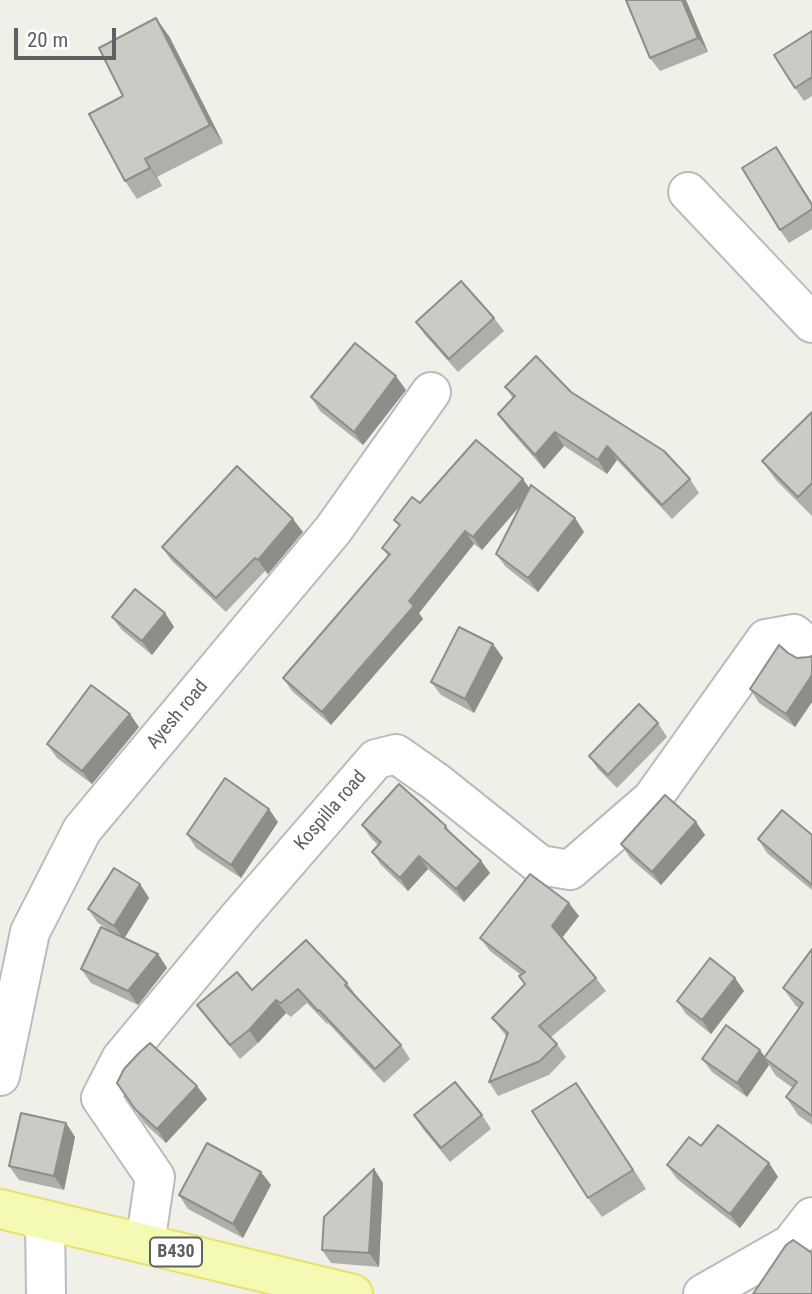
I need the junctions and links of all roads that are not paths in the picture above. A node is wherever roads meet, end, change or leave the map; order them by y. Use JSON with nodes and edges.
{"nodes":[{"id":1,"x":688,"y":192,"type":"dead end"},
{"id":2,"x":812,"y":323,"type":"edge"},
{"id":3,"x":431,"y":393,"type":"dead end"},
{"id":4,"x":812,"y":650,"type":"edge"},
{"id":5,"x":0,"y":1076,"type":"edge"},
{"id":6,"x":0,"y":1209,"type":"edge"},
{"id":7,"x":812,"y":1217,"type":"edge"},
{"id":8,"x":45,"y":1220,"type":"junction"},
{"id":9,"x":145,"y":1244,"type":"junction"},
{"id":10,"x":46,"y":1294,"type":"edge"},
{"id":11,"x":353,"y":1294,"type":"edge"},
{"id":12,"x":703,"y":1294,"type":"edge"}],
"edges":[{"from":1,"to":2,"type":"street"},
{"from":3,"to":5,"type":"street","name":"Ayesh road"},
{"from":4,"to":9,"type":"street","name":"Kospilla road"},
{"from":6,"to":8,"type":"main road","number":"B430"},
{"from":7,"to":12,"type":"street"},
{"from":8,"to":9,"type":"main road","number":"B430"},
{"from":8,"to":10,"type":"street"},
{"from":9,"to":11,"type":"main road","number":"B430"}]}
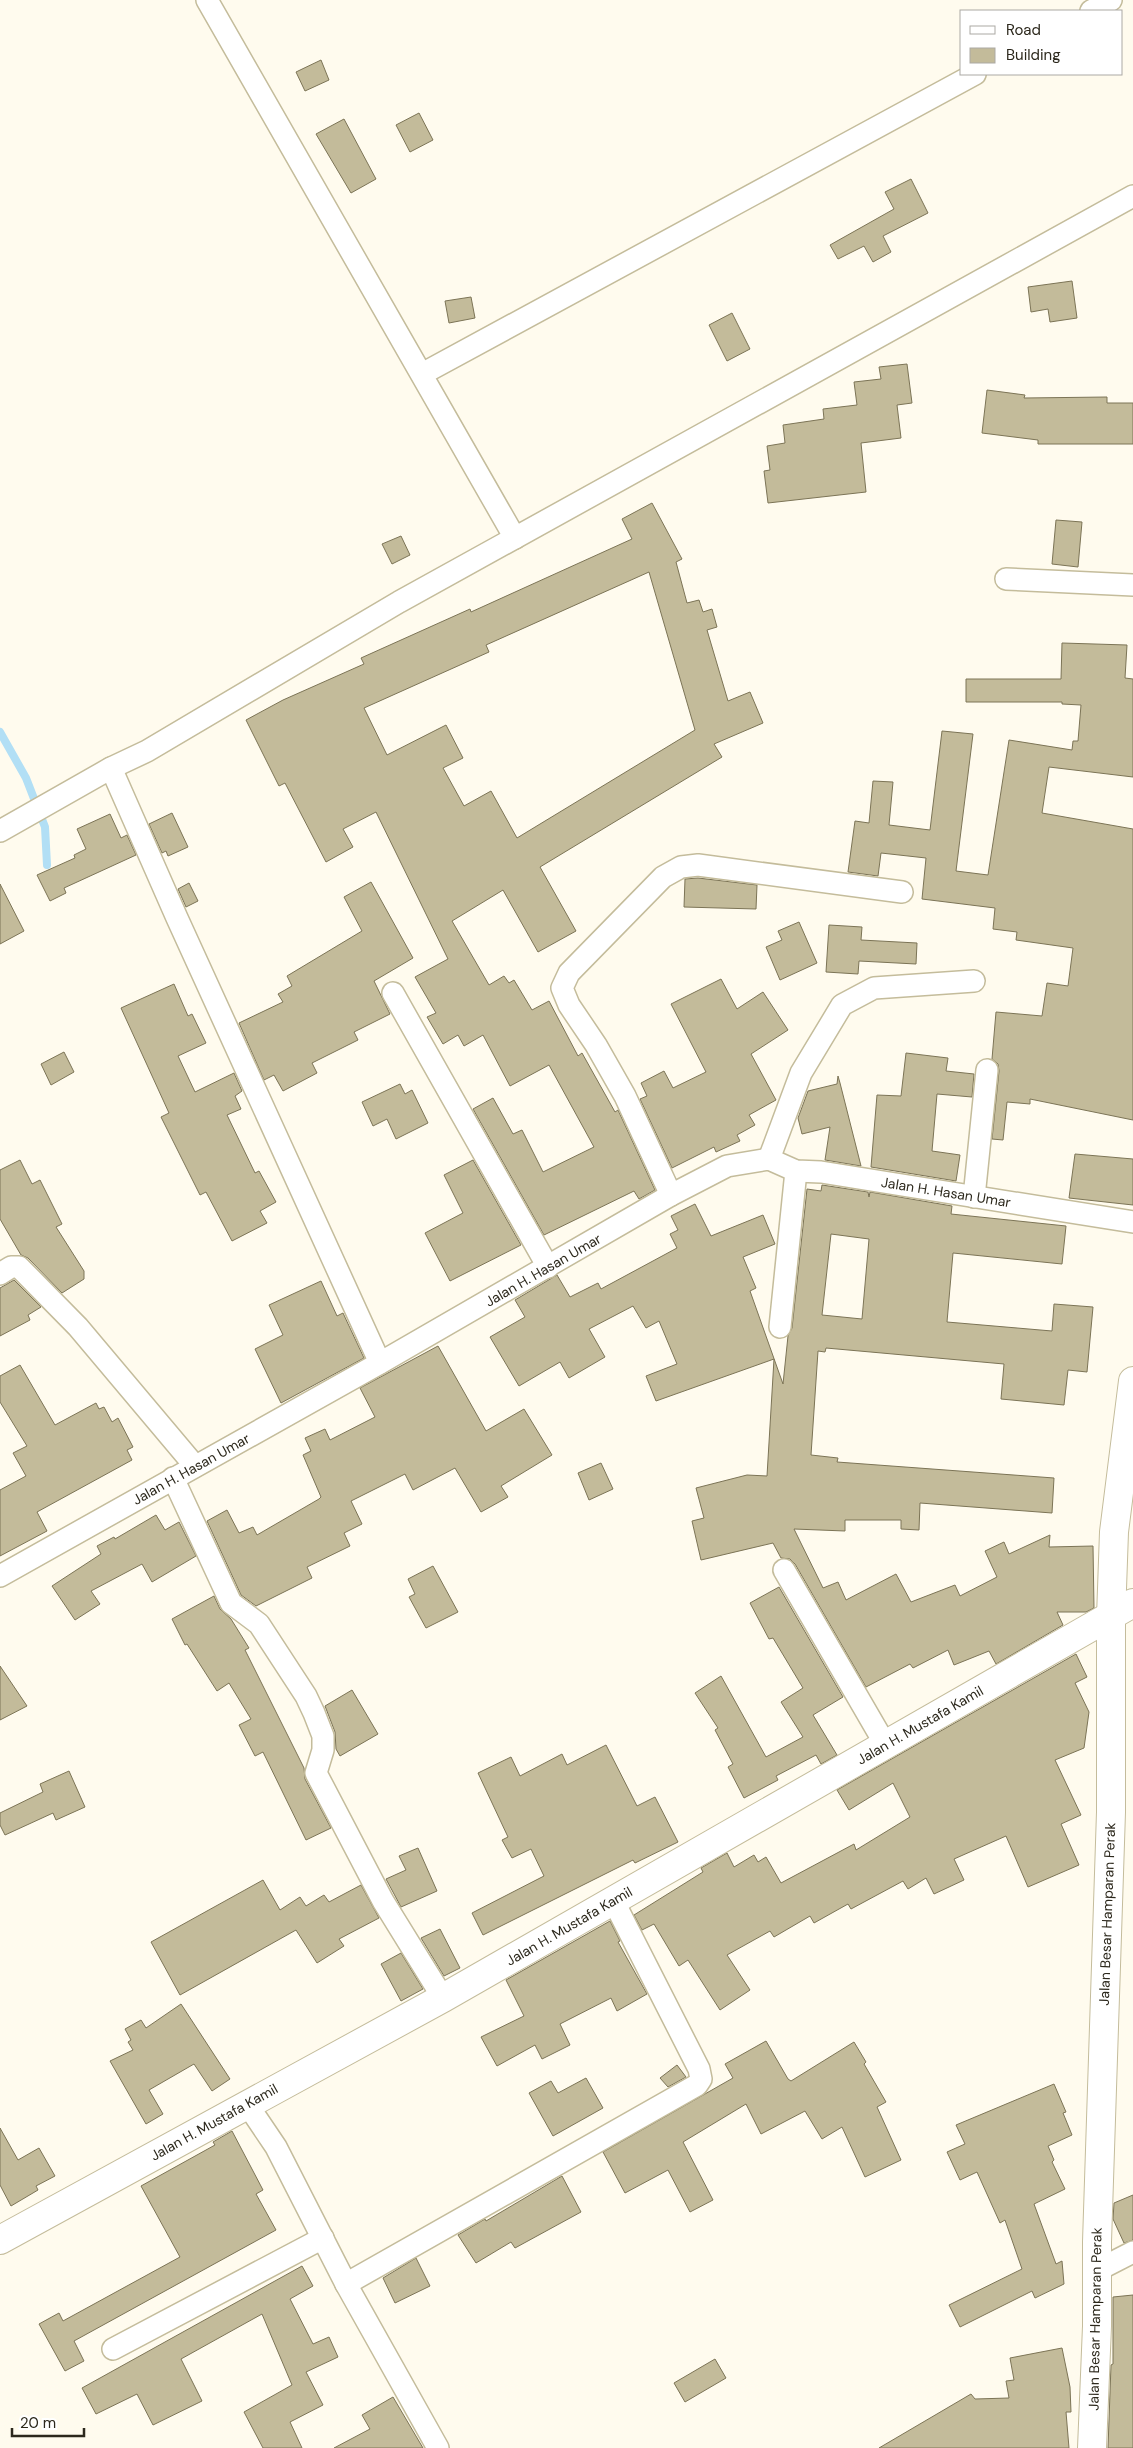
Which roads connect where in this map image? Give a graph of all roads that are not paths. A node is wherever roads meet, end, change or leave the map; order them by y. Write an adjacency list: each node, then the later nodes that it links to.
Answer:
1 (208, 0): 6 (street)
2 (1111, 0): 3 (street)
3 (1092, 10)
4 (973, 75): 6 (street)
5 (1133, 196): 7 (street)
6 (422, 374): 7 (street)
7 (516, 538): 10 (street)
8 (1006, 580): 9 (street)
9 (1133, 585)
10 (111, 768): 11 (street); 24 (street)
11 (0, 831)
12 (902, 892): 18 (street)
13 (974, 981): 16 (street)
14 (392, 993): 21 (street)
15 (987, 1070): 19 (street)
16 (769, 1159): 17 (street, Jalan H. Hasan Umar); 18 (street, Jalan H. Hasan Umar)
17 (796, 1171): 19 (street, Jalan H. Hasan Umar); 23 (street)
18 (671, 1195): 21 (street, Jalan H. Hasan Umar)
19 (974, 1197): 20 (street, Jalan H. Hasan Umar)
20 (1133, 1222)
21 (548, 1267): 24 (street, Jalan H. Hasan Umar)
22 (0, 1274): 26 (street)
23 (780, 1326)
24 (380, 1363): 26 (street, Jalan H. Hasan Umar)
25 (1133, 1380): 30 (street, Jalan Besar Hamparan Perak)
26 (195, 1466): 27 (street, Jalan H. Hasan Umar)
27 (173, 1478): 29 (street, Jalan H. Hasan Umar); 33 (street)
28 (784, 1570): 31 (street)
29 (0, 1576)
30 (1122, 1610): 31 (street, Jalan H. Mustafa Kamil); 38 (street, Jalan Besar Hamparan Perak)
31 (885, 1744): 32 (street, Jalan H. Mustafa Kamil)
32 (613, 1900): 33 (street, Jalan H. Mustafa Kamil); 39 (street)
33 (442, 1998): 34 (street, Jalan H. Mustafa Kamil)
34 (246, 2104): 35 (street); 36 (street, Jalan H. Mustafa Kamil)
35 (323, 2238): 39 (street); 40 (street)
36 (0, 2240)
37 (1133, 2252): 38 (street)
38 (1096, 2272): 42 (street, Jalan Besar Hamparan Perak)
39 (346, 2284): 41 (street)
40 (113, 2350)
41 (438, 2448)
42 (1092, 2448)

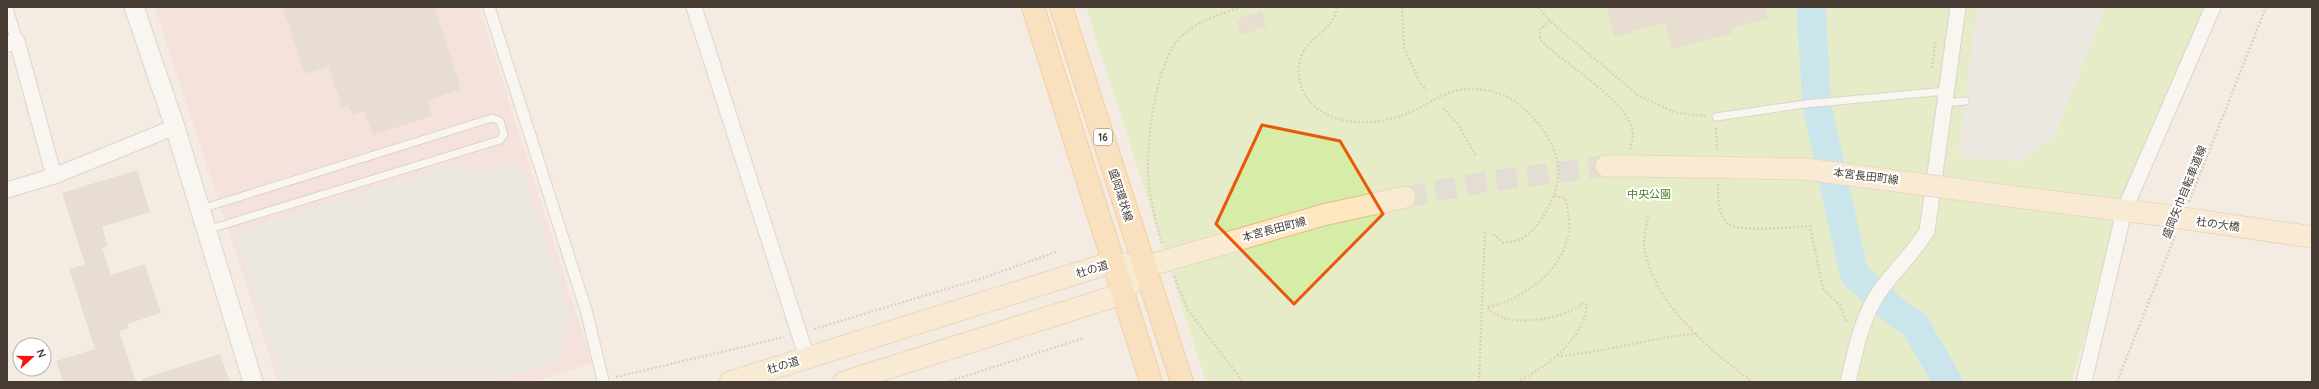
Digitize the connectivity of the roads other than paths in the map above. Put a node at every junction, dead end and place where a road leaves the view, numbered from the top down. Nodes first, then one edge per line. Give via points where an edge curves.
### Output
1 (134, 7) edge
2 (489, 7) edge
3 (694, 7) edge
4 (1033, 7) edge
5 (1061, 7) edge
6 (1958, 7) edge
7 (2213, 7) edge
8 (7, 9) edge
9 (12, 43) edge
10 (1945, 97) junction
11 (1965, 101) dead end
12 (1716, 117) road end
13 (175, 127) junction
14 (1623, 166) tunnel mouth
15 (54, 176) junction
16 (7, 190) edge
17 (1405, 197) tunnel mouth
18 (200, 209) junction
19 (2124, 211) junction
20 (207, 230) junction
21 (2312, 237) edge
22 (1113, 262) junction
23 (1144, 267) junction
24 (1122, 294) junction
25 (807, 358) junction
26 (603, 380) road end
27 (254, 382) edge
28 (730, 382) edge
29 (844, 382) edge
30 (1151, 382) edge
31 (1182, 382) edge
32 (1848, 382) edge
33 (2084, 382) edge

1 - 13 street
2 - 26 street via 586,310
3 - 25 street
4 - 22 main road
5 - 23 main road, 盛岡環状線 / 16
6 - 10 street
7 - 19 street
8 - 9 street
9 - 15 street
10 - 11 lane
10 - 12 lane via 1805,104
10 - 32 street via 1927,231 1916,250 1876,298 1860,333
13 - 15 street
13 - 18 street
14 - 19 main road, 本宮長田町線, bridge via 1805,169
15 - 16 street
17 - 23 main road, 本宮長田町線 via 1323,215
18 - 20 street
18 - 20 lane via 492,118 500,121 504,134 500,140
19 - 21 main road, 杜の大橋, bridge
19 - 33 street
20 - 27 street
22 - 23 main road, 杜の道
22 - 24 main road
22 - 25 main road, 杜の道
23 - 24 main road
23 - 31 main road, 盛岡環状線 / 16
24 - 29 main road
24 - 30 main road
25 - 28 main road, 杜の道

○ ○ ○ ○ ○ ○ ○

Task instructions |
Go through the material and copy out every line with "本宮長田町線" in it.

Answer |
14 - 19 main road, 本宮長田町線, bridge via 1805,169
17 - 23 main road, 本宮長田町線 via 1323,215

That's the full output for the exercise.